> Exercise instructions: From the first line of the entries below to the line with "Which roads connect", give each line again exactly.

> Extracted entries:

□ □ □ □ □ □ □

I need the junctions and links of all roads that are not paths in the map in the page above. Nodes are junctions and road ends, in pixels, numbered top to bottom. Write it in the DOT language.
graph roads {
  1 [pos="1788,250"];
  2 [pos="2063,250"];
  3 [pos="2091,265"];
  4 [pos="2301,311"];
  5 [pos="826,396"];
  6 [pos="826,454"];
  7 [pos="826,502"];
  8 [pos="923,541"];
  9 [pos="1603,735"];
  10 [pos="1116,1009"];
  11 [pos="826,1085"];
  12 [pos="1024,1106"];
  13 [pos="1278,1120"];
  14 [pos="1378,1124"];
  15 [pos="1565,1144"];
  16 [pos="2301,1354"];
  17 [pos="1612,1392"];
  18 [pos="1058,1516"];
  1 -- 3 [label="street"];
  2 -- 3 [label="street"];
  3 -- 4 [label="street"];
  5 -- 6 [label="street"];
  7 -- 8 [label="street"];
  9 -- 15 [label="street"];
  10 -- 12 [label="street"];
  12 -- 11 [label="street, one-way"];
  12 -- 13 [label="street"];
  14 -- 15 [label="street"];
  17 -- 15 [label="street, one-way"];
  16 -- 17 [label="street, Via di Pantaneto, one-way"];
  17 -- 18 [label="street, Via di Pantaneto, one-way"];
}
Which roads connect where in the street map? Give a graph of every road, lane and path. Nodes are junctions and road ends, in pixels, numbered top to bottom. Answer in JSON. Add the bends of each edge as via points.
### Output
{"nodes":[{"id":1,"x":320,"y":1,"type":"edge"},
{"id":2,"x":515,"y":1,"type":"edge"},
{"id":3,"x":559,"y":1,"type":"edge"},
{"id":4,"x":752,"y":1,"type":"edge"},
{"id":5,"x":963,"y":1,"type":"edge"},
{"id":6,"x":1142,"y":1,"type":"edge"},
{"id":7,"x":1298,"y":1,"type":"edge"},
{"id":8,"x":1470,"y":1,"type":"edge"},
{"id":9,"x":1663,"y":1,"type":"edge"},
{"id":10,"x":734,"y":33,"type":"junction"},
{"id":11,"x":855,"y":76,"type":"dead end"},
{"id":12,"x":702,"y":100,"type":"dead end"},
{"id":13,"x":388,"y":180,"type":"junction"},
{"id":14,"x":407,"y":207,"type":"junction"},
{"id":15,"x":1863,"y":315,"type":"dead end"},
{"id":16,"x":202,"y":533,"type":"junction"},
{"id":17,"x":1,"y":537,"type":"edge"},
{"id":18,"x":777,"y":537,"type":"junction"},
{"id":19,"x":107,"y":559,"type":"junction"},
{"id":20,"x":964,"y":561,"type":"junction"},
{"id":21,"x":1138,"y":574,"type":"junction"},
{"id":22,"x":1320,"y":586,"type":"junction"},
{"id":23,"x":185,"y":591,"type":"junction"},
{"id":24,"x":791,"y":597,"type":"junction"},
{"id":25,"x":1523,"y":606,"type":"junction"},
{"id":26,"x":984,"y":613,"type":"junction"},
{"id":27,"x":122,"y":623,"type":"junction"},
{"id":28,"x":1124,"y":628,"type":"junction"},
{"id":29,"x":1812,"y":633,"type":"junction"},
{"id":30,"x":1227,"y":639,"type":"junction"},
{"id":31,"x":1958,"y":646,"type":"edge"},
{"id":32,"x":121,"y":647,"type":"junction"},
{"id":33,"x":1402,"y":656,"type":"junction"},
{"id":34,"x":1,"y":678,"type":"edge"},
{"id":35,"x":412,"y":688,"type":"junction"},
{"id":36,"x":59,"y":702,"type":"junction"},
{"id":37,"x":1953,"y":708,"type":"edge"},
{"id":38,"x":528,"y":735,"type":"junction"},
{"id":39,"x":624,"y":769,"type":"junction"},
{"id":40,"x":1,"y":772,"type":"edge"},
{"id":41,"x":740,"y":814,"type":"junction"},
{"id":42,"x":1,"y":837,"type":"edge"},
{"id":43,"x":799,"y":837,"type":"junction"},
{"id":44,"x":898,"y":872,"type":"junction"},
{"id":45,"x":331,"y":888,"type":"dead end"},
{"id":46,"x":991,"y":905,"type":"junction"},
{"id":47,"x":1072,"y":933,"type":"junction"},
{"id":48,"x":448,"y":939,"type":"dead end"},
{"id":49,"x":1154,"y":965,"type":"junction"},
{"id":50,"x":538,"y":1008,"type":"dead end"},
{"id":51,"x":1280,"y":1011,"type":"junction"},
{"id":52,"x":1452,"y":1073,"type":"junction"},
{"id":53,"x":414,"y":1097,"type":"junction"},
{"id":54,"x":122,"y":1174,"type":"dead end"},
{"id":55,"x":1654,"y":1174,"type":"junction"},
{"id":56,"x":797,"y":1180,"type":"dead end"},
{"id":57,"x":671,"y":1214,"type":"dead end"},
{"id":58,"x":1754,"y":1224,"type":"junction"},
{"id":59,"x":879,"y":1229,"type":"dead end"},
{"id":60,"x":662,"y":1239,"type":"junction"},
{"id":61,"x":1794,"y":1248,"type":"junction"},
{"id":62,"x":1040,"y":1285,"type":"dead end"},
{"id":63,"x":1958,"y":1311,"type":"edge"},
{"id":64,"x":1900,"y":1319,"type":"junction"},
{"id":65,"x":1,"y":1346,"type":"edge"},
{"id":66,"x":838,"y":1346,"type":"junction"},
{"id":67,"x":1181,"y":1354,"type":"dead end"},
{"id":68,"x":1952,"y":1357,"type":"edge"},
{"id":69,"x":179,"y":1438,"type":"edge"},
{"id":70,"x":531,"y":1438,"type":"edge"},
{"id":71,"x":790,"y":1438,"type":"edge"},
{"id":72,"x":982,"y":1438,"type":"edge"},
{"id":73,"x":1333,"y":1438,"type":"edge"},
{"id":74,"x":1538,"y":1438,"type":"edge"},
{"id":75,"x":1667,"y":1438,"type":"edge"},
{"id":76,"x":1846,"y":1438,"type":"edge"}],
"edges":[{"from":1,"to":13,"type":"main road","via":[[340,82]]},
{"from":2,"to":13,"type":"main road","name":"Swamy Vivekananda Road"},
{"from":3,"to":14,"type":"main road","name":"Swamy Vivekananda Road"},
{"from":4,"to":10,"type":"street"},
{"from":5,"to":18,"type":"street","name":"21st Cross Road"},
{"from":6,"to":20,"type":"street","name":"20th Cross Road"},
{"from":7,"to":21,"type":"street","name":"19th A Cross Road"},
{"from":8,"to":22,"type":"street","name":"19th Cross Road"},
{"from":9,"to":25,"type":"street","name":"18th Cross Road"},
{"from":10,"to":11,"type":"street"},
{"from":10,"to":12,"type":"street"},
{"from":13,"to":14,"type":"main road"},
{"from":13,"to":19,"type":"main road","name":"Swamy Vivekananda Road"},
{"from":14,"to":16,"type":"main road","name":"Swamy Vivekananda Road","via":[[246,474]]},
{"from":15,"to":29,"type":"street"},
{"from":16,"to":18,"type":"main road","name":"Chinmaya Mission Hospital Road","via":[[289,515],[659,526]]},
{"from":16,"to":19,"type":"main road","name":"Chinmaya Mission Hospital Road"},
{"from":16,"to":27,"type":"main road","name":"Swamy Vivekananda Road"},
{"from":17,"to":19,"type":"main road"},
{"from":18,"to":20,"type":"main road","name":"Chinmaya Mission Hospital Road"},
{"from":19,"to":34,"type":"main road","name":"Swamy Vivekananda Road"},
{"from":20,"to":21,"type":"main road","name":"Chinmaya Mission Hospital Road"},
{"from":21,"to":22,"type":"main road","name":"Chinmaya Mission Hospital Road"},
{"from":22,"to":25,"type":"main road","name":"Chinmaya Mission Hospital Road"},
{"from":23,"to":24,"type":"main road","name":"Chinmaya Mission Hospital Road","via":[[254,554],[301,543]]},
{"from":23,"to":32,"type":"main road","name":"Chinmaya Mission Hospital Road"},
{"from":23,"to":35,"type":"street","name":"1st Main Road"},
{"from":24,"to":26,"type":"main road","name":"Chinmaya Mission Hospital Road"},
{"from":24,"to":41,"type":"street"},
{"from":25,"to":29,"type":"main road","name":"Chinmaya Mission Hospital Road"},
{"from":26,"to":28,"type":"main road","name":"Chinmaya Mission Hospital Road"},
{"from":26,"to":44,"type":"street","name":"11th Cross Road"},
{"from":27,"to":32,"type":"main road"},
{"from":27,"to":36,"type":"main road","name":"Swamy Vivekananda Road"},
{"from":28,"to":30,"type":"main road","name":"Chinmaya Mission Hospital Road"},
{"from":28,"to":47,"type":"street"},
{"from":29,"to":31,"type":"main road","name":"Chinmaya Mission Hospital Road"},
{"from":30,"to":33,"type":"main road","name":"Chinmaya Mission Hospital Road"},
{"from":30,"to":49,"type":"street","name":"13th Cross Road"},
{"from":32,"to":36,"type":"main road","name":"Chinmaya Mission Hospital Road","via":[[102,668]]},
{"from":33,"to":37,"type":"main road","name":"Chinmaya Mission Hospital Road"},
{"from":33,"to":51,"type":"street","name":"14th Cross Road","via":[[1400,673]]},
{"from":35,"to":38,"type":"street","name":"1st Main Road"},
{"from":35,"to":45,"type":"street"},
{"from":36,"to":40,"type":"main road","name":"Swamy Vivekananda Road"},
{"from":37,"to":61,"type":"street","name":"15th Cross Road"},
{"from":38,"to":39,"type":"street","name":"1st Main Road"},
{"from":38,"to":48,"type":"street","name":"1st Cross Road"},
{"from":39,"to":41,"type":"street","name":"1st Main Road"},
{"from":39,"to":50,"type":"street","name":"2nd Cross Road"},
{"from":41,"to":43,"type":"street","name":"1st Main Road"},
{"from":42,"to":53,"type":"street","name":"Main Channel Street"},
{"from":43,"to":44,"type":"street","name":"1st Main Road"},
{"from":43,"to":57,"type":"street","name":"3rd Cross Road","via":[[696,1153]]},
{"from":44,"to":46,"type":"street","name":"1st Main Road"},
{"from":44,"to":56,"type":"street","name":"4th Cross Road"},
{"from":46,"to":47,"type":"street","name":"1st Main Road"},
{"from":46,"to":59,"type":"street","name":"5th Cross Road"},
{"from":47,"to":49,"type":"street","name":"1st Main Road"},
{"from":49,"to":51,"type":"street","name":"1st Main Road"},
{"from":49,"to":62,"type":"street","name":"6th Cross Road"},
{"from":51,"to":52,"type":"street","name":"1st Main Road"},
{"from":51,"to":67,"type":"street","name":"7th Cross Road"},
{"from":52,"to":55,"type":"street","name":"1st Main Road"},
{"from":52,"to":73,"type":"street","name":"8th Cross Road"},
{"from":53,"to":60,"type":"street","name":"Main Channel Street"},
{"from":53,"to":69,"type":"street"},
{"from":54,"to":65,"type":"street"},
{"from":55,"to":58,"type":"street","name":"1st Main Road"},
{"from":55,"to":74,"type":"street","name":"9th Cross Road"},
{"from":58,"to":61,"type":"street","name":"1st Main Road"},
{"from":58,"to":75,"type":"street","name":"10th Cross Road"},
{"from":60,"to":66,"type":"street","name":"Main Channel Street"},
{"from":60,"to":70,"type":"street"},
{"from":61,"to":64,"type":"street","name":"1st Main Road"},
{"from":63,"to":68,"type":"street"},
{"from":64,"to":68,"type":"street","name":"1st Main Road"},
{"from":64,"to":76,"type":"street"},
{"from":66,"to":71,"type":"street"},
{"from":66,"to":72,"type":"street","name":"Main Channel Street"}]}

□ □ □ □ □ □ □

> Exercise output:
I need the junctions and links of all roads that are not paths in the map in the page above. Nodes are junctions and road ends, in pixels, numbered top to bottom. Write it in the DOT language.
graph roads {
  1 [pos="1788,250"];
  2 [pos="2063,250"];
  3 [pos="2091,265"];
  4 [pos="2301,311"];
  5 [pos="826,396"];
  6 [pos="826,454"];
  7 [pos="826,502"];
  8 [pos="923,541"];
  9 [pos="1603,735"];
  10 [pos="1116,1009"];
  11 [pos="826,1085"];
  12 [pos="1024,1106"];
  13 [pos="1278,1120"];
  14 [pos="1378,1124"];
  15 [pos="1565,1144"];
  16 [pos="2301,1354"];
  17 [pos="1612,1392"];
  18 [pos="1058,1516"];
  1 -- 3 [label="street"];
  2 -- 3 [label="street"];
  3 -- 4 [label="street"];
  5 -- 6 [label="street"];
  7 -- 8 [label="street"];
  9 -- 15 [label="street"];
  10 -- 12 [label="street"];
  12 -- 11 [label="street, one-way"];
  12 -- 13 [label="street"];
  14 -- 15 [label="street"];
  17 -- 15 [label="street, one-way"];
  16 -- 17 [label="street, Via di Pantaneto, one-way"];
  17 -- 18 [label="street, Via di Pantaneto, one-way"];
}
Which roads connect where in the street map? Give a graph of every road, lane and path. Nodes are junctions and road ends, in pixels, numbered top to bottom. Answer in JSON. Add the bends of each edge as via points.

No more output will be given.